Allow bi-directional attention for all models#43705
Conversation
|
The docs for this PR live here. All of your documentation changes will be reflected on that endpoint. The docs are available until 30 days after the last update. |
src/transformers/utils/generic.py
Outdated
| return_dict = getattr(self.config, "return_dict", True) | ||
|
|
||
| # Maybe temporarily overwrite config value to create the correct mask - kwarg takes precedence | ||
| is_causal = kwargs.get("is_causal", True) and getattr(self.config, "is_causal", True) |
There was a problem hiding this comment.
If we default to true, it will break all encoder and encoder-decoder models.
Imo, we should properly add an is_causal flag to all models where it's obvious and default to None, i.e. don't do anything
There was a problem hiding this comment.
We can default to None to be sure, but I was under the impression that we would only add this to a few model. Then as we allow the kwarg, it's true that it becomes usable for all
There was a problem hiding this comment.
Imo, it's just a bit brittle and we don't properly document it --> easy for users to encounter weird behavior
There was a problem hiding this comment.
Made the change! But in general encoder-decoder models will explicitly use the create_bi_directional_mask functions, so behavior will never be causal (though we could do the opposite in the mask funcrions as well, i.e. turn bi-directional -> causal as well)

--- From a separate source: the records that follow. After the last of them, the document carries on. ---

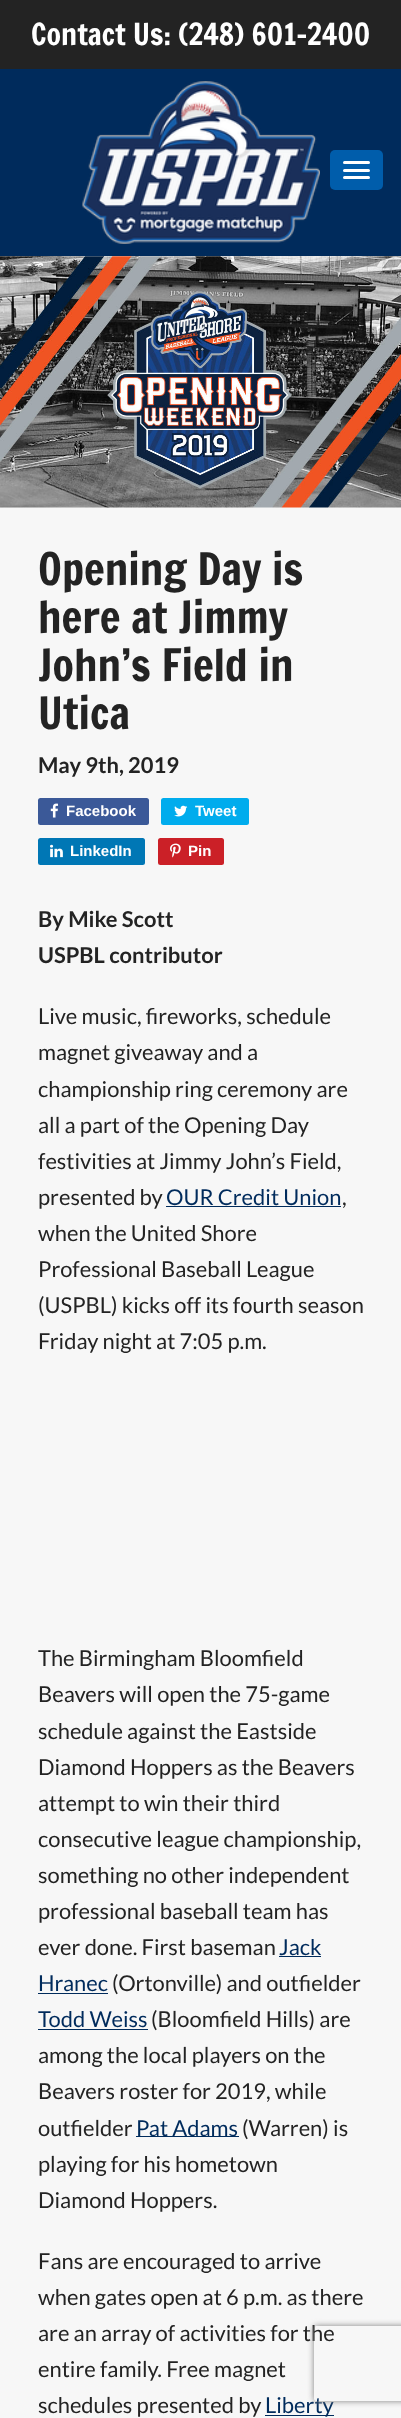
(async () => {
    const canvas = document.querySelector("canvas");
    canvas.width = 401;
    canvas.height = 2418;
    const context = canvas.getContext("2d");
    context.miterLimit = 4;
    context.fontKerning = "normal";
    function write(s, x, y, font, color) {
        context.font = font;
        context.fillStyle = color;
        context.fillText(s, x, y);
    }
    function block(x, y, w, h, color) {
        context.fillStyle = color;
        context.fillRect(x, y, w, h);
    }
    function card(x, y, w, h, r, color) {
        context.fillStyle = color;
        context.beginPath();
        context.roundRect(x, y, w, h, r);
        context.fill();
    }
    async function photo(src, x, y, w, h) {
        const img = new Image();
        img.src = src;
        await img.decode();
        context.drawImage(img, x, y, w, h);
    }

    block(0, 0, 401, 2418, "rgb(35, 35, 35)");
    write("Contact Us: (248) 601-2400", 31, 45, "29.75px Francois One", "rgb(255, 255, 255)");
    block(0, 69, 401, 187, "rgb(0, 43, 92)");
    await photo("media/1.png", 82, 81, 238, 163);
    card(330, 150, 53, 40, 5, "rgb(0, 93, 171)");
    card(343, 161, 27, 3, 1.5, "rgb(255, 255, 255)");
    card(343, 169, 27, 3, 1.5, "rgb(255, 255, 255)");
    card(343, 176, 27, 3, 1.5, "rgb(255, 255, 255)");
    block(0, 256, 401, 2162, "rgb(247, 247, 247)");
    await photo("media/2.png", 0, 256, 401, 252);
    write("Opening Day is", 38, 585, "43.75px Francois One", "rgb(35, 35, 35)");
    write("here at Jimmy", 38, 633, "43.75px Francois One", "rgb(35, 35, 35)");
    write("John’s Field in", 38, 681, "43.75px Francois One", "rgb(35, 35, 35)");
    write("Utica", 38, 729, "43.75px Francois One", "rgb(35, 35, 35)");
    write("May 9th, 2019", 38, 773, "bold 21.9px Lato", "rgb(35, 35, 35)");
    card(38, 798, 111, 27, 2.5, "rgb(59, 89, 152)");
    await photo("media/3.png", 50, 803, 9, 15);
    write("Facebook", 66, 816, "bold 15px Liberation Sans", "rgb(255, 255, 255)");
    card(161, 798, 88, 27, 2.5, "rgb(0, 172, 237)");
    await photo("media/4.png", 174, 805, 14, 12);
    write("Tweet", 195, 816, "bold 15px Liberation Sans", "rgb(255, 255, 255)");
    card(38, 838, 107, 27, 2.5, "rgb(0, 119, 181)");
    await photo("media/5.png", 50, 844, 13, 14);
    write("LinkedIn", 70, 856, "bold 15px Liberation Sans", "rgb(255, 255, 255)");
    card(158, 838, 66, 27, 2.5, "rgb(203, 32, 39)");
    await photo("media/6.png", 170, 843, 11, 15);
    write("Pin", 188, 856, "bold 15px Liberation Sans", "rgb(255, 255, 255)");
    write("By Mike Scott", 38, 927, "bold 21.9px Lato", "rgb(35, 35, 35)");
    write("USPBL contributor", 38, 963, "bold 21.9px Lato", "rgb(35, 35, 35)");
    write("Live music, fireworks, schedule", 38, 1024, "21.9px Lato", "rgb(35, 35, 35)");
    write("magnet giveaway and a", 38, 1060, "21.9px Lato", "rgb(35, 35, 35)");
    write("championship ring ceremony are", 38, 1097, "21.9px Lato", "rgb(35, 35, 35)");
    write("all a part of the Opening Day", 38, 1133, "21.9px Lato", "rgb(35, 35, 35)");
    write("festivities at Jimmy John’s Field,", 38, 1169, "21.9px Lato", "rgb(35, 35, 35)");
    write("presented by", 38, 1205, "21.9px Lato", "rgb(35, 35, 35)");
    write("OUR Credit Union", 166, 1205, "21.9px Lato", "rgb(0, 43, 92)");
    block(166, 1206, 175, 1, "rgb(0, 43, 92)");
    write(",", 342, 1205, "21.9px Lato", "rgb(35, 35, 35)");
    write("when the United Shore", 38, 1241, "21.9px Lato", "rgb(35, 35, 35)");
    write("Professional Baseball League", 38, 1277, "21.9px Lato", "rgb(35, 35, 35)");
    write("(USPBL) kicks off its fourth season", 38, 1313, "21.9px Lato", "rgb(35, 35, 35)");
    write("Friday night at 7:05 p.m.", 38, 1349, "21.9px Lato", "rgb(35, 35, 35)");
    write("The Birmingham Bloomfield", 38, 1666, "21.9px Lato", "rgb(35, 35, 35)");
    write("Beavers will open the 75-game", 38, 1702, "21.9px Lato", "rgb(35, 35, 35)");
    write("schedule against the Eastside", 38, 1739, "21.9px Lato", "rgb(35, 35, 35)");
    write("Diamond Hoppers as the Beavers", 38, 1775, "21.9px Lato", "rgb(35, 35, 35)");
    write("attempt to win their third", 38, 1811, "21.9px Lato", "rgb(35, 35, 35)");
    write("consecutive league championship,", 38, 1847, "21.9px Lato", "rgb(35, 35, 35)");
    write("something no other independent", 38, 1883, "21.9px Lato", "rgb(35, 35, 35)");
    write("professional baseball team has", 38, 1919, "21.9px Lato", "rgb(35, 35, 35)");
    write("ever done. First baseman", 38, 1955, "21.9px Lato", "rgb(35, 35, 35)");
    write("Jack", 279, 1955, "21.9px Lato", "rgb(0, 43, 92)");
    block(279, 1956, 42, 1, "rgb(0, 43, 92)");
    write("Hranec", 38, 1991, "21.9px Lato", "rgb(0, 43, 92)");
    block(38, 1993, 70, 1, "rgb(0, 43, 92)");
    write("(Ortonville) and outfielder", 112, 1991, "21.9px Lato", "rgb(35, 35, 35)");
    write("Todd Weiss", 38, 2027, "21.9px Lato", "rgb(0, 43, 92)");
    block(38, 2029, 110, 1, "rgb(0, 43, 92)");
    write("(Bloomfield Hills) are", 151, 2027, "21.9px Lato", "rgb(35, 35, 35)");
    write("among the local players on the", 38, 2063, "21.9px Lato", "rgb(35, 35, 35)");
    write("Beavers roster for 2019, while", 38, 2099, "21.9px Lato", "rgb(35, 35, 35)");
    write("outfielder", 38, 2136, "21.9px Lato", "rgb(35, 35, 35)");
    block(136, 2136, 103, 1, "rgb(0, 43, 92)");
    write("Pat Adams", 136, 2136, "21.9px Lato", "rgb(0, 43, 92)");
    write("(Warren) is", 242, 2136, "21.9px Lato", "rgb(35, 35, 35)");
    write("playing for his hometown", 38, 2172, "21.9px Lato", "rgb(35, 35, 35)");
    write("Diamond Hoppers.", 38, 2208, "21.9px Lato", "rgb(35, 35, 35)");
    write("Fans are encouraged to arrive", 38, 2269, "21.9px Lato", "rgb(35, 35, 35)");
    write("when gates open at 6 p.m. as there", 38, 2305, "21.9px Lato", "rgb(35, 35, 35)");
    write("are an array of activities for the", 38, 2341, "21.9px Lato", "rgb(35, 35, 35)");
    write("entire family. Free magnet", 38, 2377, "21.9px Lato", "rgb(35, 35, 35)");
    write("schedules presented by", 38, 2413, "21.9px Lato", "rgb(35, 35, 35)");
    block(265, 2415, 69, 1, "rgb(0, 43, 92)");
    write("Liberty", 265, 2413, "21.9px Lato", "rgb(0, 43, 92)");
    context.save();
    context.beginPath();
    context.moveTo(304, 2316);
    context.lineTo(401, 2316);
    context.lineTo(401, 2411);
    context.lineTo(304, 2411);
    context.closePath();
    context.moveTo(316.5, 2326);
    context.lineTo(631.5, 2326);
    context.bezierCurveTo(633, 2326, 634, 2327, 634, 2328.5);
    context.lineTo(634, 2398.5);
    context.bezierCurveTo(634, 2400, 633, 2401, 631.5, 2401);
    context.lineTo(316.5, 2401);
    context.bezierCurveTo(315, 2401, 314, 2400, 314, 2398.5);
    context.lineTo(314, 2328.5);
    context.bezierCurveTo(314, 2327, 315, 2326, 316.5, 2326);
    context.closePath();
    context.clip("evenodd");
    context.fillStyle = "rgb(128, 128, 128)";
    context.filter = "blur(3px)";
    context.beginPath();
    context.roundRect(314, 2326, 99, 75, 2.5);
    context.fill();
    context.filter = "none";
    context.restore();
})();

There was a problem hiding this comment.
If we make one wrong move and pass the is_causal as kwarg we already get that mess 👀 but yes the mask will definitely not be affected in any case
So the edge case of a user using bert as causal model (for whatever reason) and passing a custom mask along the kwarg
There was a problem hiding this comment.
Imo, we should properly add an
is_causalflag to all models where it's obvious
This might help vLLM as well, makes it easier to recognize pure decoders vs encoders.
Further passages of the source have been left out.